### What you will do:
Please give, word for word, the line containing "Trace every road, lane" and every line that comes after it in the data below.

### Excerpted data:
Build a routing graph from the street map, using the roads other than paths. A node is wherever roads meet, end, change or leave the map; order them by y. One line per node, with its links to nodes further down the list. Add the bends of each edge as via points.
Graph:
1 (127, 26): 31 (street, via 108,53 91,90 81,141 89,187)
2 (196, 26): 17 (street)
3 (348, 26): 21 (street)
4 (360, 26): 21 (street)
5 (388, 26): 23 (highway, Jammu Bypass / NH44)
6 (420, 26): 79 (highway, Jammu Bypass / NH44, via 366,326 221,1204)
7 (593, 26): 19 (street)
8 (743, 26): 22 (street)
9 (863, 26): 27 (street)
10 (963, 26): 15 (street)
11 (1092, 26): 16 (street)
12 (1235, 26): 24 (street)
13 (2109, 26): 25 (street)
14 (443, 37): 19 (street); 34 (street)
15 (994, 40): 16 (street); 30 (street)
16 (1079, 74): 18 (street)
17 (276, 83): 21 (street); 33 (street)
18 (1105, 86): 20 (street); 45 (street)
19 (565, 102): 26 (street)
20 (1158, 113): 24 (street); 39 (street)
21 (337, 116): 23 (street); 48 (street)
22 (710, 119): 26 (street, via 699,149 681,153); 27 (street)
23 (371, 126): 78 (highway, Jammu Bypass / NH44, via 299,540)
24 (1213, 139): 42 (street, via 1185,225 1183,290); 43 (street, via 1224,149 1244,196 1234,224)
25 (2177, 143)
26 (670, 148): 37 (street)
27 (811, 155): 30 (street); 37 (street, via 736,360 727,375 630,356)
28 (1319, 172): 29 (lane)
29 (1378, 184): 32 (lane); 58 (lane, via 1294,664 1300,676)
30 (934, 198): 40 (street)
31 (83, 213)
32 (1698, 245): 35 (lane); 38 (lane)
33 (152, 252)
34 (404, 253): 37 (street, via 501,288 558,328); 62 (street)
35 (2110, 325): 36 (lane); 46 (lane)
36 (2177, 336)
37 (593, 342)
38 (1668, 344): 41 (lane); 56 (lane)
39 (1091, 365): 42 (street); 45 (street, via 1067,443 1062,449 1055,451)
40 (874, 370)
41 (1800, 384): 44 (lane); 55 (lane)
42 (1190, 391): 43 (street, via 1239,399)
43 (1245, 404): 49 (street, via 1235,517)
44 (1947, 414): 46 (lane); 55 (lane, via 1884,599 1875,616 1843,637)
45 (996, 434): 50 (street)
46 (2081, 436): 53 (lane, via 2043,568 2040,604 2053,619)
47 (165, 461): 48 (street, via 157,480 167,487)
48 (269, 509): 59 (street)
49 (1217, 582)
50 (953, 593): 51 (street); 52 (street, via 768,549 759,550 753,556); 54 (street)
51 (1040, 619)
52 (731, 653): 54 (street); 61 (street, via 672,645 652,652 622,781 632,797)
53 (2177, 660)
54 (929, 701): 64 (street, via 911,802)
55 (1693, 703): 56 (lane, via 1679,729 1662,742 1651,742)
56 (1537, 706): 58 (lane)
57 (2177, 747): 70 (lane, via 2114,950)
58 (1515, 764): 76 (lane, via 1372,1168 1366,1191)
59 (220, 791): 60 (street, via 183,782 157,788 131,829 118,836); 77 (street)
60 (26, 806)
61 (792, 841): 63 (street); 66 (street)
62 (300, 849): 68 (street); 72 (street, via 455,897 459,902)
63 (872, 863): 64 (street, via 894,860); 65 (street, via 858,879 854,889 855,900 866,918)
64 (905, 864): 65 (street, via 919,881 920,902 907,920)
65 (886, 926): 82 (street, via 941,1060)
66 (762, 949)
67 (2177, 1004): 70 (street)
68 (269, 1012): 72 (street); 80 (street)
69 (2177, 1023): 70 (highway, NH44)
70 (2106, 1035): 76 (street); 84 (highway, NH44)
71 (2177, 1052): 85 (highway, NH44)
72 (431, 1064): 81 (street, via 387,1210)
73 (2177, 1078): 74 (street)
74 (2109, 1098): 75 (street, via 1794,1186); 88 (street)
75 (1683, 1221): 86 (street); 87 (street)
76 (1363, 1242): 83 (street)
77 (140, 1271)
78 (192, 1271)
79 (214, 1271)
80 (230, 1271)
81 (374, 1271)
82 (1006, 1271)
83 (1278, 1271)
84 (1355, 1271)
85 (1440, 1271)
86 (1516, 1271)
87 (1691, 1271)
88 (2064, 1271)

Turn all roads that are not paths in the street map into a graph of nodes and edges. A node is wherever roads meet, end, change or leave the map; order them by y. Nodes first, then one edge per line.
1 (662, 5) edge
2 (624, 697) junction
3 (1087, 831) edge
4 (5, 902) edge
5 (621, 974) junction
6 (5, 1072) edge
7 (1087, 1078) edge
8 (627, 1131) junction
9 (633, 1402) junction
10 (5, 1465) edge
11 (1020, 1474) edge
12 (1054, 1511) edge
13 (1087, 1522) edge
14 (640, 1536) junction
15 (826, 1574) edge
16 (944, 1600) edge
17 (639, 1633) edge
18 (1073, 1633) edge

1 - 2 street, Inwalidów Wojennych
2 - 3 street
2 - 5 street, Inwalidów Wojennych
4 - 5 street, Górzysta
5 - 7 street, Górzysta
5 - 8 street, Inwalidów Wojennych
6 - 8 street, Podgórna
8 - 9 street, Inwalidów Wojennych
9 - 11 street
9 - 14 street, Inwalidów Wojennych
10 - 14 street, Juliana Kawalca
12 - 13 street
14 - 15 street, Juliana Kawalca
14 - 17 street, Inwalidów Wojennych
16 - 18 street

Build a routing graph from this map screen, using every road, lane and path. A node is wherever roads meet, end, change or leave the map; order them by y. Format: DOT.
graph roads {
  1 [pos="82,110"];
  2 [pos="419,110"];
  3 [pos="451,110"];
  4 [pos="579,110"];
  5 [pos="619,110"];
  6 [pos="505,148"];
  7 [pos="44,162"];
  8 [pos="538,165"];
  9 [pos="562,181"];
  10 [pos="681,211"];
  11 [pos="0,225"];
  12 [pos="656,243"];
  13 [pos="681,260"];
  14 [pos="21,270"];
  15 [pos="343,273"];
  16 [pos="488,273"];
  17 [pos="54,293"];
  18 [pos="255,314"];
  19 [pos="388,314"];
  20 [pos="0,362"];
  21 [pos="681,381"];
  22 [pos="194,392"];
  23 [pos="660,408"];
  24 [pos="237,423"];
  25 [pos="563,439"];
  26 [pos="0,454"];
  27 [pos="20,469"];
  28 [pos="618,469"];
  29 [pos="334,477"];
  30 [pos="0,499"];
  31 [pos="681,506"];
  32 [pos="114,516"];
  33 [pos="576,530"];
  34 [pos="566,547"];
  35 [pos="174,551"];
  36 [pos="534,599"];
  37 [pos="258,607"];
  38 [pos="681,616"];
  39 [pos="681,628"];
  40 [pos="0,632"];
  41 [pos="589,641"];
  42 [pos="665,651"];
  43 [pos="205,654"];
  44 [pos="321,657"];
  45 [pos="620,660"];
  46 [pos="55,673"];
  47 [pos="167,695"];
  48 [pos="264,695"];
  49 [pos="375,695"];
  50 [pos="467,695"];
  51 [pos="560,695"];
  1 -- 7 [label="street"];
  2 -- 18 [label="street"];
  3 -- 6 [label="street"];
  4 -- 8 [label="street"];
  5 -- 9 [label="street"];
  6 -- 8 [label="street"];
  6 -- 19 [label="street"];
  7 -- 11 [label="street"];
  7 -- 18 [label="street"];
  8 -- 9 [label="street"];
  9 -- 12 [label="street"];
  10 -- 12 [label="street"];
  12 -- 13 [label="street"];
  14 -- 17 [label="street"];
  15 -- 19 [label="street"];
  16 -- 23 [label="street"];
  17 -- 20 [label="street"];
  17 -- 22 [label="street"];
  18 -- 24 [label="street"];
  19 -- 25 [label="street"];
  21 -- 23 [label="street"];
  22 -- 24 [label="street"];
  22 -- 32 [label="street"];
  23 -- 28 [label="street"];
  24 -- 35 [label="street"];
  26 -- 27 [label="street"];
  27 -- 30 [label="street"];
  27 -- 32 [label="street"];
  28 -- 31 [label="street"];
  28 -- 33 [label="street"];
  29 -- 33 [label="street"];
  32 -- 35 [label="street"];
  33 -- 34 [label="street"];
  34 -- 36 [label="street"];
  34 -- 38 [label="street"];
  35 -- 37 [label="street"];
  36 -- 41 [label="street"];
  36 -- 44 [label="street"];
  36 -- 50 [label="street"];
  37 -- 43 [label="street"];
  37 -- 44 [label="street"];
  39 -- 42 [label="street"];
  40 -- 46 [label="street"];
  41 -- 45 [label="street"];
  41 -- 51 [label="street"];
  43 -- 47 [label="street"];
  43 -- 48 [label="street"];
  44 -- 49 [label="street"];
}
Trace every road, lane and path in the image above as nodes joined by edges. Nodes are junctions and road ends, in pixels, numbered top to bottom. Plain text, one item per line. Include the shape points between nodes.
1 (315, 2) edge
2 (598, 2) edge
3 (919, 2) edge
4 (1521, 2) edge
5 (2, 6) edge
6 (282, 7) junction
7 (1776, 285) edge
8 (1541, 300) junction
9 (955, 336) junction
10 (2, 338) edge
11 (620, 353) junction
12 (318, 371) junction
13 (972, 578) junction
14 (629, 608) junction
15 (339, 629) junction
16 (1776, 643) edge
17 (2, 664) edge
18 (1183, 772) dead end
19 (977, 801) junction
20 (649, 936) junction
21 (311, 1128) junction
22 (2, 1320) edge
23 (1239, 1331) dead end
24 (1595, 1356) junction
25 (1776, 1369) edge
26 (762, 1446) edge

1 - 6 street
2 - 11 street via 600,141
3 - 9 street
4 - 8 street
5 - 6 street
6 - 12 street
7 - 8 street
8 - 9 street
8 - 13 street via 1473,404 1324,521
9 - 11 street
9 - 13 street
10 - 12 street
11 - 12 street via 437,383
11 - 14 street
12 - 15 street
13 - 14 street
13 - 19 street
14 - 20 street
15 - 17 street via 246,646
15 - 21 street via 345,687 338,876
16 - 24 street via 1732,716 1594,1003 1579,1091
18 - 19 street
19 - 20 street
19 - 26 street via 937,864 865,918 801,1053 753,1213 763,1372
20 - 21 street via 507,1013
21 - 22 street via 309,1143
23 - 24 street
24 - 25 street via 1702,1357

### Exercise answer:
Trace every road, lane and path in the image above as nodes joined by edges. Nodes are junctions and road ends, in pixels, numbered top to bottom. Plain text, one item per line. Include the shape points between nodes.
1 (315, 2) edge
2 (598, 2) edge
3 (919, 2) edge
4 (1521, 2) edge
5 (2, 6) edge
6 (282, 7) junction
7 (1776, 285) edge
8 (1541, 300) junction
9 (955, 336) junction
10 (2, 338) edge
11 (620, 353) junction
12 (318, 371) junction
13 (972, 578) junction
14 (629, 608) junction
15 (339, 629) junction
16 (1776, 643) edge
17 (2, 664) edge
18 (1183, 772) dead end
19 (977, 801) junction
20 (649, 936) junction
21 (311, 1128) junction
22 (2, 1320) edge
23 (1239, 1331) dead end
24 (1595, 1356) junction
25 (1776, 1369) edge
26 (762, 1446) edge

1 - 6 street
2 - 11 street via 600,141
3 - 9 street
4 - 8 street
5 - 6 street
6 - 12 street
7 - 8 street
8 - 9 street
8 - 13 street via 1473,404 1324,521
9 - 11 street
9 - 13 street
10 - 12 street
11 - 12 street via 437,383
11 - 14 street
12 - 15 street
13 - 14 street
13 - 19 street
14 - 20 street
15 - 17 street via 246,646
15 - 21 street via 345,687 338,876
16 - 24 street via 1732,716 1594,1003 1579,1091
18 - 19 street
19 - 20 street
19 - 26 street via 937,864 865,918 801,1053 753,1213 763,1372
20 - 21 street via 507,1013
21 - 22 street via 309,1143
23 - 24 street
24 - 25 street via 1702,1357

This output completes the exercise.